All the while these campus enhancements were occurring, the faculty and staff led efforts to obtain national, state, and professional certifications and recognitions. Enrollments grew significantly, and set record numbers - some of which still stand.
The non-academic lives of students were not forgotten during Vander Linde's tenure. In addition to the construction of the Student Activities Center, he saw the ‘pilot' program in which Wellsville campus students were ‘permitted' to reside in the Alfred State residence halls. Prior to this, Wellsville students could live only in private housing in the area. Working with ACES, he initiated the bus service that continues to provide transportation for students between the two locations.
Dr. Vander Linde will always be known as a champion of the Wellsville campus. His vision, persistence, and diligence positioned the campus to best serve the thousands of students who have since walked the campus.
He was nominated by Craig Clark, interim vice president for Academic Affairs.
Era "Doc" Scofield joined the faculty at Alfred State in September 1947, in what was then the Division of Science. Over the next 32 years, he taught general biology, histology, and anatomy and physiology.
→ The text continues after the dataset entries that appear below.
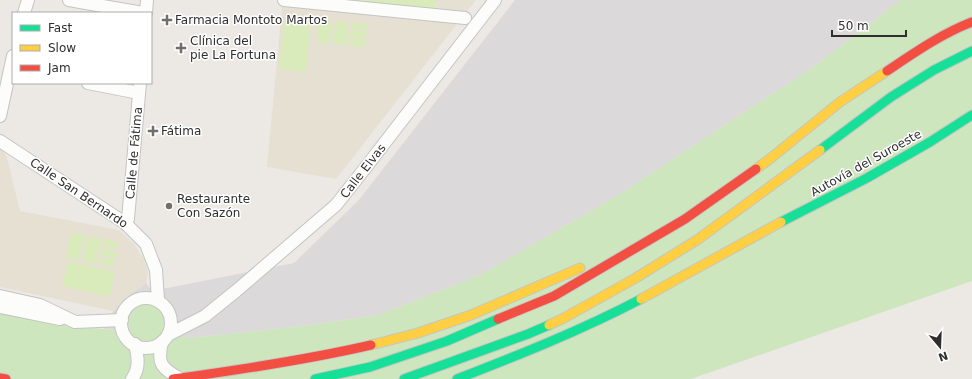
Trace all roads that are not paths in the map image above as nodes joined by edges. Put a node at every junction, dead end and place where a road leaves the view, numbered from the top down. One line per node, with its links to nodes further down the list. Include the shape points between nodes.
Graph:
1 (28, 0): 6 (street)
2 (69, 0): 7 (street)
3 (147, 0): 8 (street)
4 (284, 0): 9 (street)
5 (495, 0): 30 (street, Calle Elvas, via 336,205)
6 (24, 12)
7 (138, 12)
8 (144, 12)
9 (465, 18)
10 (972, 18): 11 (highway)
11 (968, 24): 19 (highway, via 924,46 840,102 771,158)
12 (972, 51): 31 (highway, via 934,70 891,97 698,240)
13 (9, 64): 16 (street)
14 (98, 84): 15 (street)
15 (139, 88): 20 (street, Calle de Fátima, via 128,219)
16 (0, 116)
17 (971, 116): 21 (highway, Autovía del Suroeste, via 867,178)
18 (0, 141): 20 (street, Calle San Bernardo)
19 (685, 219): 22 (highway, via 654,228); 40 (highway, via 554,296 447,341 370,368)
20 (125, 223): 26 (street, Calle San Bernardo, via 146,244 156,270)
21 (768, 228): 24 (highway, via 718,248); 42 (highway, via 639,300 522,354)
22 (634, 239)
23 (585, 265): 39 (highway, via 471,316 418,333 348,350)
24 (668, 274)
25 (0, 296): 33 (street, via 40,304)
26 (158, 300): 29 (street); 32 (street, via 142,298 135,301 128,306)
27 (603, 306): 31 (highway)
28 (0, 307): 33 (street)
29 (170, 314): 30 (street, via 190,318); 34 (street, via 170,332)
30 (205, 316): 34 (street, Calle Elvas)
31 (562, 319): 41 (highway)
32 (122, 320): 33 (street); 35 (street, via 124,334)
33 (75, 322)
34 (165, 339): 35 (street, via 156,346 142,347); 39 (street, via 160,357 163,366)
35 (135, 344): 38 (street, via 138,357)
36 (0, 378): 37 (highway)
37 (6, 379)
38 (132, 379)
39 (176, 379)
40 (315, 379)
41 (404, 379)
42 (457, 379)

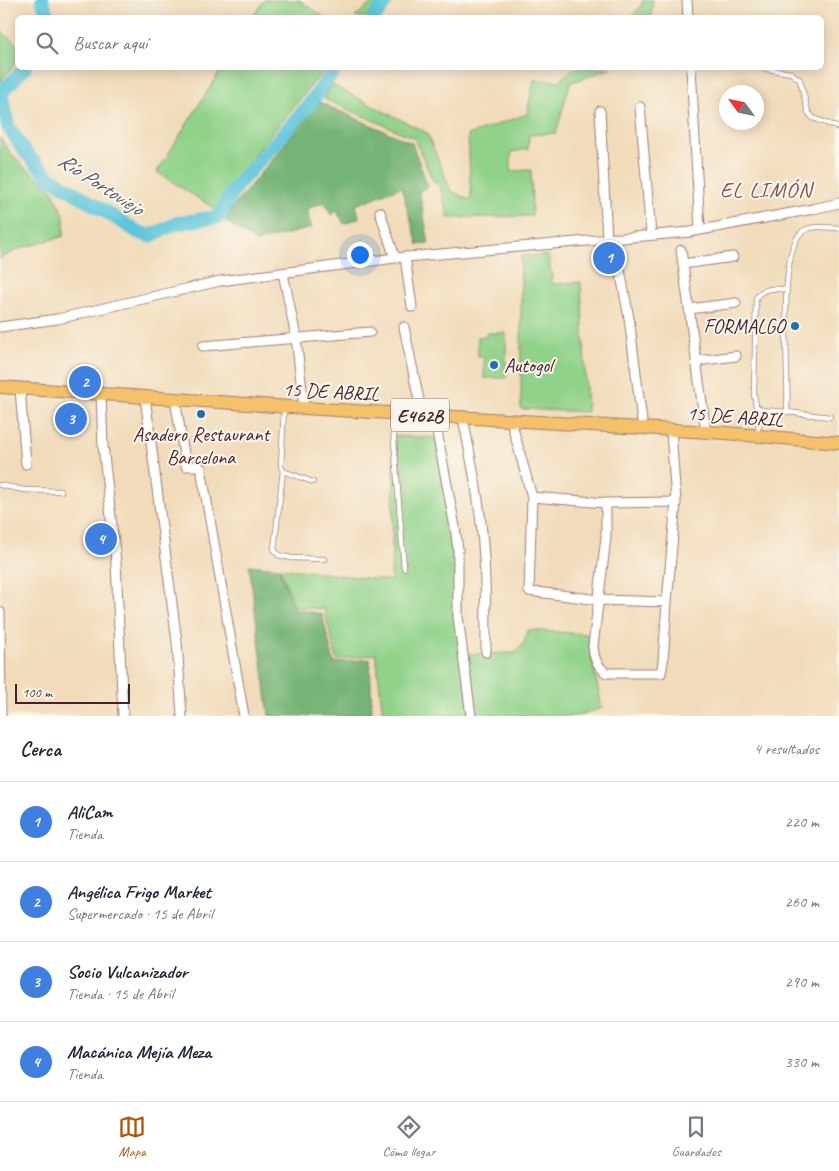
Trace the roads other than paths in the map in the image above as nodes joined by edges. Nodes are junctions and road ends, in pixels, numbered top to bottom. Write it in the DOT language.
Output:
graph roads {
  1 [pos="687,0"];
  2 [pos="688,15"];
  3 [pos="691,70"];
  4 [pos="773,70"];
  5 [pos="640,107"];
  6 [pos="600,111"];
  7 [pos="839,128"];
  8 [pos="839,203"];
  9 [pos="380,212"];
  10 [pos="839,228"];
  11 [pos="700,230"];
  12 [pos="651,235"];
  13 [pos="611,238"];
  14 [pos="681,250"];
  15 [pos="400,257"];
  16 [pos="733,257"];
  17 [pos="683,264"];
  18 [pos="283,273"];
  19 [pos="786,290"];
  20 [pos="736,303"];
  21 [pos="412,307"];
  22 [pos="689,309"];
  23 [pos="0,327"];
  24 [pos="404,327"];
  25 [pos="370,332"];
  26 [pos="296,337"];
  27 [pos="203,346"];
  28 [pos="736,356"];
  29 [pos="696,361"];
  30 [pos="0,387"];
  31 [pos="20,389"];
  32 [pos="100,394"];
  33 [pos="145,397"];
  34 [pos="175,399"];
  35 [pos="284,407"];
  36 [pos="304,408"];
  37 [pos="762,410"];
  38 [pos="787,412"];
  39 [pos="392,413"];
  40 [pos="428,415"];
  41 [pos="830,417"];
  42 [pos="463,418"];
  43 [pos="511,421"];
  44 [pos="643,429"];
  45 [pos="671,431"];
  46 [pos="706,432"];
  47 [pos="757,436"];
  48 [pos="839,443"];
  49 [pos="26,464"];
  50 [pos="283,471"];
  51 [pos="313,482"];
  52 [pos="0,485"];
  53 [pos="61,491"];
  54 [pos="532,496"];
  55 [pos="676,502"];
  56 [pos="606,503"];
  57 [pos="324,559"];
  58 [pos="404,568"];
  59 [pos="599,600"];
  60 [pos="667,602"];
  61 [pos="0,612"];
  62 [pos="486,652"];
  63 [pos="1,716"];
  64 [pos="123,716"];
  65 [pos="182,716"];
  66 [pos="244,716"];
  67 [pos="471,716"];
  1 -- 2 [label="street"];
  3 -- 11 [label="street"];
  4 -- 7 [label="lane"];
  5 -- 12 [label="street"];
  6 -- 13 [label="street"];
  8 -- 11 [label="street"];
  9 -- 15 [label="street"];
  10 -- 19 [label="lane"];
  11 -- 12 [label="street"];
  12 -- 13 [label="street"];
  13 -- 15 [label="street"];
  13 -- 44 [label="street"];
  14 -- 17 [label="street"];
  15 -- 18 [label="street"];
  15 -- 21 [label="street"];
  16 -- 17 [label="street"];
  17 -- 22 [label="street"];
  18 -- 23 [label="street"];
  18 -- 26 [label="street"];
  19 -- 37 [label="lane"];
  19 -- 38 [label="lane"];
  20 -- 22 [label="street"];
  22 -- 29 [label="street"];
  24 -- 40 [label="street"];
  25 -- 26 [label="street"];
  26 -- 27 [label="street"];
  26 -- 36 [label="street"];
  28 -- 29 [label="street"];
  29 -- 46 [label="street"];
  30 -- 31 [label="main road, 15 DE ABRIL / E462B"];
  31 -- 32 [label="main road, 15 DE ABRIL / E462B"];
  31 -- 49 [label="street"];
  32 -- 33 [label="main road, 15 DE ABRIL / E462B"];
  32 -- 64 [label="street"];
  33 -- 34 [label="main road, 15 DE ABRIL / E462B"];
  33 -- 65 [label="street"];
  34 -- 35 [label="main road, 15 DE ABRIL / E462B"];
  34 -- 66 [label="street"];
  35 -- 36 [label="main road, 15 DE ABRIL / E462B"];
  35 -- 50 [label="lane"];
  36 -- 39 [label="main road, 15 DE ABRIL / E462B"];
  37 -- 38 [label="lane"];
  37 -- 47 [label="lane"];
  38 -- 41 [label="lane"];
  39 -- 40 [label="main road, 15 DE ABRIL / E462B"];
  39 -- 58 [label="lane"];
  40 -- 42 [label="main road, 15 DE ABRIL / E462B"];
  40 -- 67 [label="street"];
  42 -- 43 [label="main road, 15 DE ABRIL / E462B"];
  42 -- 62 [label="street"];
  43 -- 44 [label="main road, 15 DE ABRIL / E462B"];
  43 -- 54 [label="street"];
  44 -- 45 [label="main road, 15 DE ABRIL / E462B"];
  45 -- 46 [label="main road, 15 DE ABRIL / E462B"];
  45 -- 55 [label="street"];
  46 -- 47 [label="main road, 15 DE ABRIL / E462B"];
  47 -- 48 [label="main road, 15 DE ABRIL / E462B"];
  50 -- 51 [label="lane"];
  50 -- 57 [label="lane"];
  52 -- 53 [label="lane"];
  54 -- 56 [label="street"];
  54 -- 59 [label="street"];
  55 -- 56 [label="street"];
  55 -- 60 [label="street"];
  56 -- 59 [label="street"];
  59 -- 60 [label="street"];
  59 -- 60 [label="street"];
  61 -- 63 [label="street"];
}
From his earliest days on campus, he was involved with the development of student theatre. He functioned as the backstage manager as well as the director of most of the campus theatrical endeavors. He always toured with the budding thespians when they traveled.
In the early 1960s he was instrumental in establishing the Allegany-Steuben Science Teachers Association. In addition to the monthly meetings, he arranged to have an annual science fair and competition on campus for area high school students, firmly believing this was an important way to recruit the best science students into ASC programs.
During this same early period, he became concerned about the lack of sexual education among students. To that end, he developed what became known as "Doc's Sex Lectures." At a time when dorm mothers and sororities were an integral part of campus life, he would arrange to give these lectures in sorority houses, and later as part of orientation classes. In today's society, this whole concept would seem very naïve, but 50 years ago, it was a very innovative and necessary program.
Scofield developed the first histology course on campus. Since human tissue specimens were not available through biological supply houses, he would go to area hospitals and bring back human specimens, amassing an unbelievable collection. He felt the best way to learn about human tissues was to work with human organs.
When the Medical Services Department began teaching anatomy and physiology, Scofield, along with Professor Ronald Putnam, developed a complete audio tutorial 30-week laboratory sequence for the course. These labs were so innovative that seven other NYS campuses adopted this teaching methodology.
He and Professor Putnam also wrote a laboratory manual that was commercially printed for use in A&P courses. This manual was unique to the market in that it was specific for audio tutorial courses.
Doc Scofield died at age 86 in 2002; he was nominated by Art Gaisser, SUNY Distinguished Teaching Professor emeritus. Doc's children (Tom and Dan and Dan's wife, Pam) accepted the award on his behalf.
Other highlights of the evening included remarks by ASC alumnus Erland ("Erkie") Kailbourne, '61, and ASC President Emeritus Dr. William D. Rezak, as well as the recitation of his original poem, "Crossing the Kanakadea," written especially for Alfred State College's centennial celebration, by Joseph Flynn, SUNY Distinguished Service Professor emeritus.